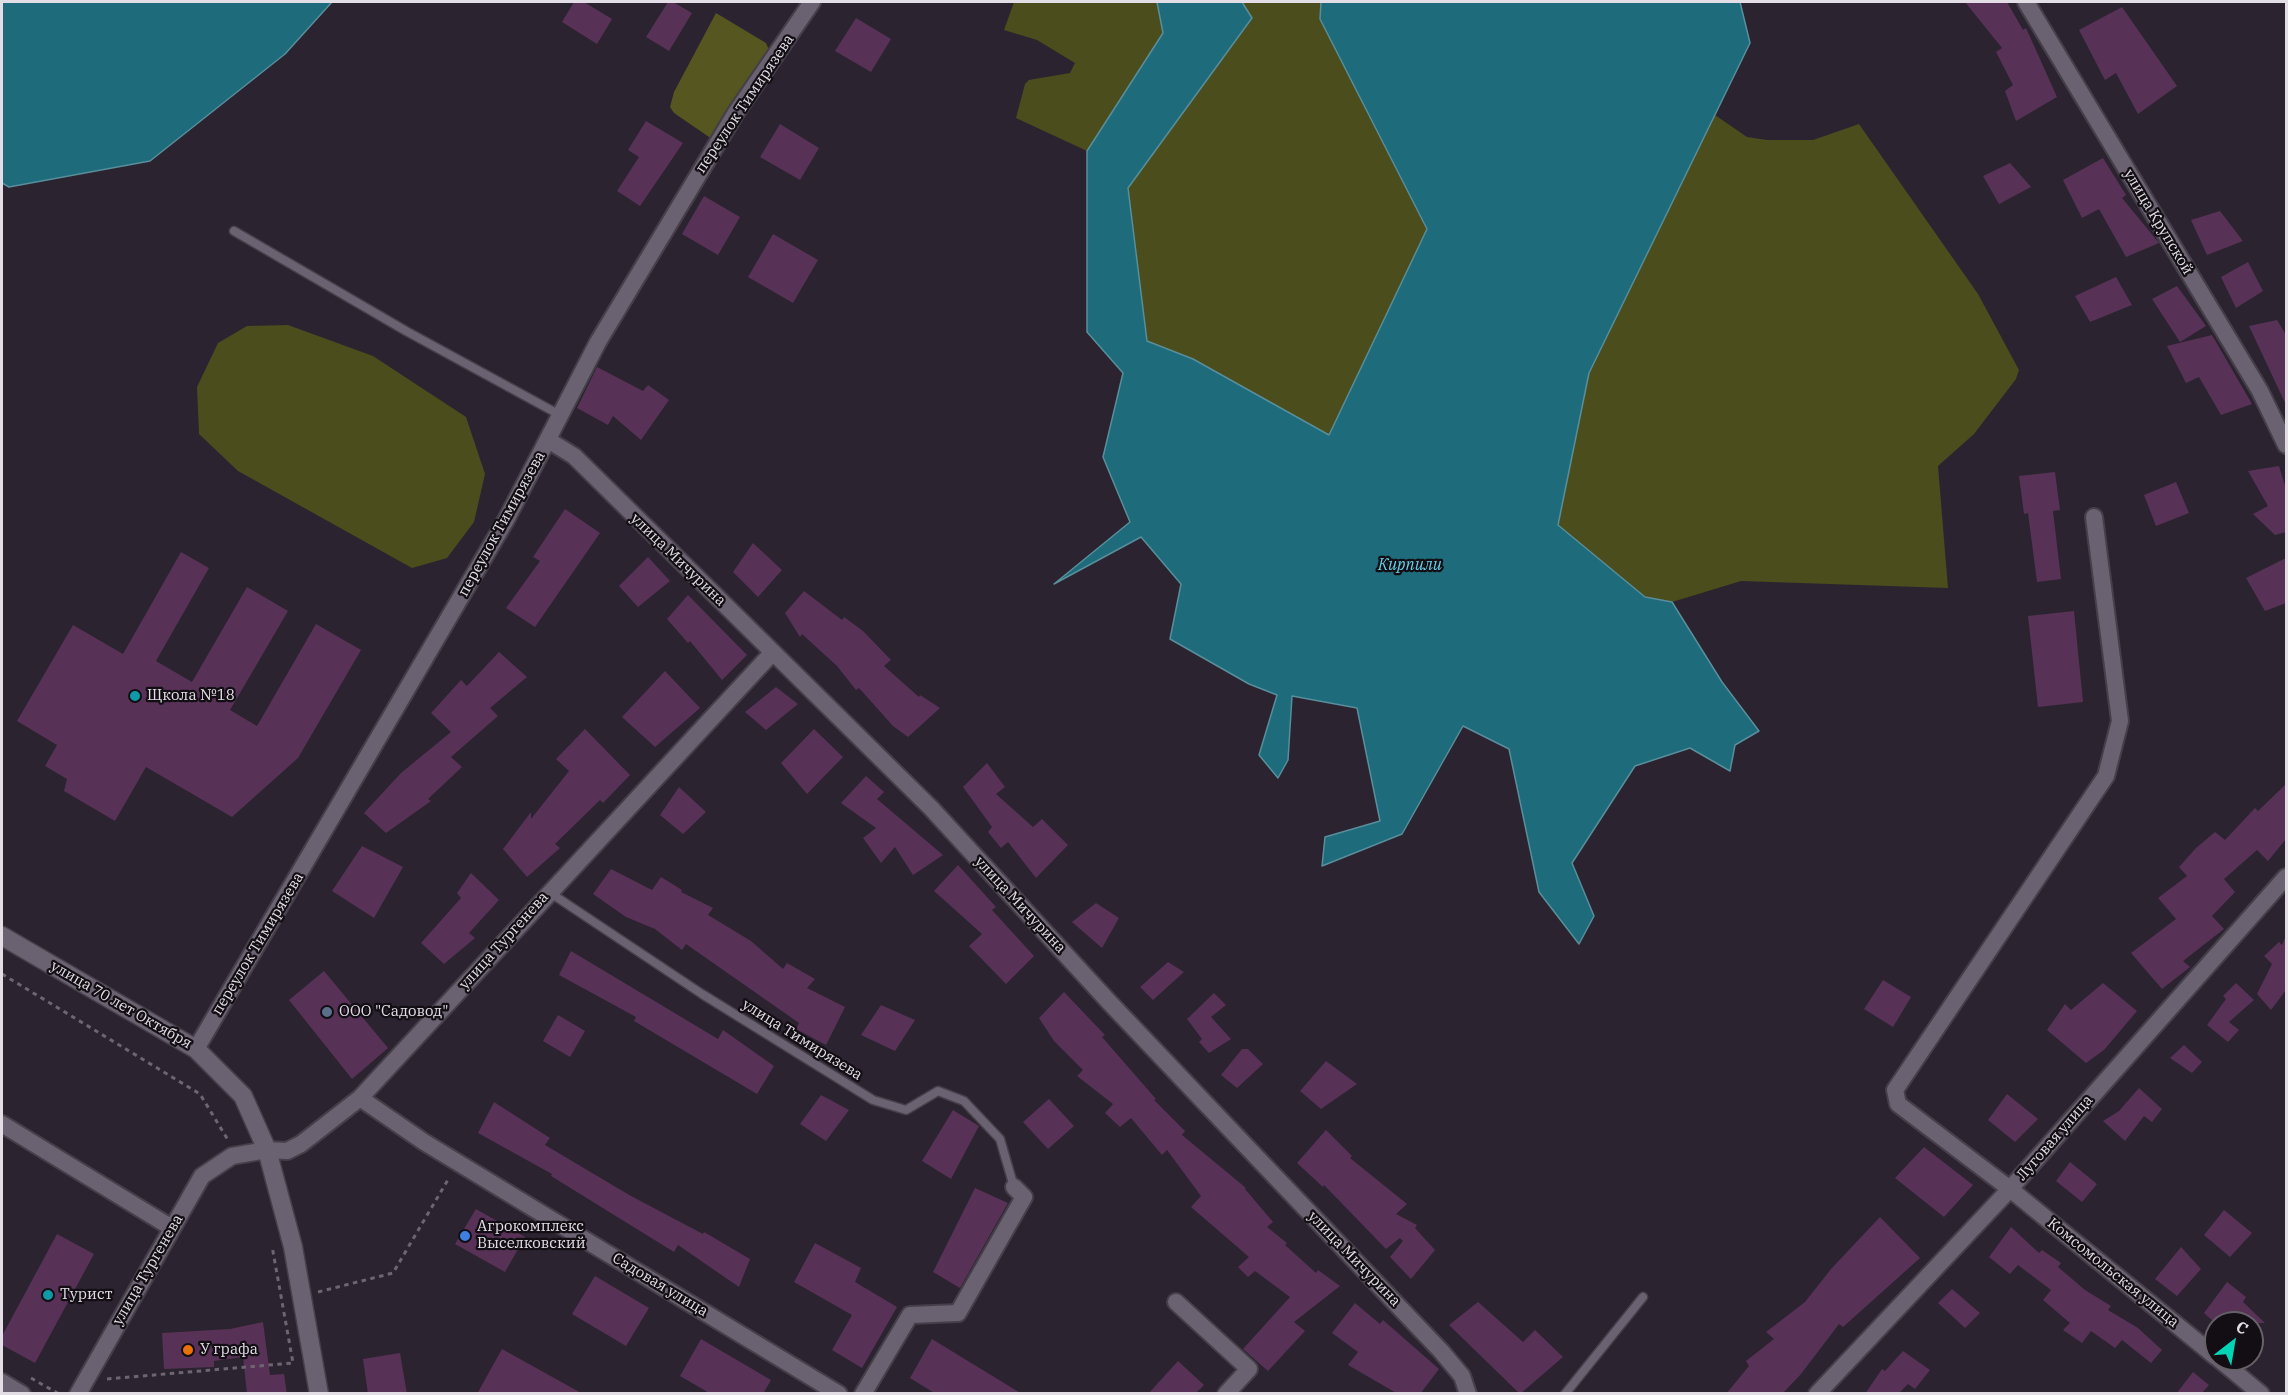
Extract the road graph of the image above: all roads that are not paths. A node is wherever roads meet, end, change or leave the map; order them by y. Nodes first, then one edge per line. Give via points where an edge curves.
1 (812, 2) edge
2 (2026, 2) edge
3 (234, 231) dead end
4 (560, 416) junction
5 (548, 440) junction
6 (2286, 445) edge
7 (2094, 517) dead end
8 (773, 652) junction
9 (2286, 877) edge
10 (549, 892) junction
11 (2, 936) edge
12 (196, 1049) junction
13 (360, 1098) junction
14 (2, 1124) edge
15 (267, 1149) junction
16 (1014, 1187) joint
17 (2010, 1189) junction
18 (172, 1228) junction
19 (1643, 1297) dead end
20 (1176, 1302) dead end
21 (2204, 1347) edge
22 (2233, 1371) edge
23 (2, 1382) edge
24 (22, 1394) edge
25 (78, 1394) edge
26 (319, 1394) edge
27 (839, 1394) edge
28 (863, 1394) edge
29 (1226, 1394) edge
30 (1468, 1394) edge
31 (1565, 1394) edge
32 (1816, 1394) edge
33 (2261, 1394) edge

1 - 4 street, переулок Тимирязева via 711,154 598,342
2 - 6 street, улица Крупской via 2260,391
3 - 4 lane
4 - 5 street, переулок Тимирязева
5 - 8 street, улица Мичурина via 574,456
5 - 12 street, переулок Тимирязева via 506,520
7 - 17 street, Комсомольская улица via 2120,721 2106,776 1895,1090 1898,1104
8 - 10 street, улица Тургенева
8 - 30 street, улица Мичурина via 931,808 1110,1003 1441,1351 1462,1377
9 - 17 street, Луговая улица
10 - 13 street, улица Тургенева
10 - 16 lane, улица Тимирязева via 702,994 873,1100 906,1110 938,1091 964,1101 1000,1139
11 - 12 street, улица 70 лет Октября
12 - 15 street, улица 70 лет Октября via 243,1096
13 - 15 street, улица Тургенева via 301,1144 287,1151
13 - 27 street, Садовая улица
14 - 18 street
15 - 18 street, улица Тургенева via 232,1156 202,1176
15 - 26 street, улица 70 лет Октября via 293,1248
16 - 28 street via 1024,1197 958,1313 910,1315
17 - 21 street, Комсомольская улица
17 - 32 street, Луговая улица
18 - 25 street, улица Тургенева
19 - 31 lane
20 - 29 street via 1249,1369
22 - 33 street, Комсомольская улица
23 - 24 street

• • • •

A single number is required: how many lines in these records contain "Мичурина".

2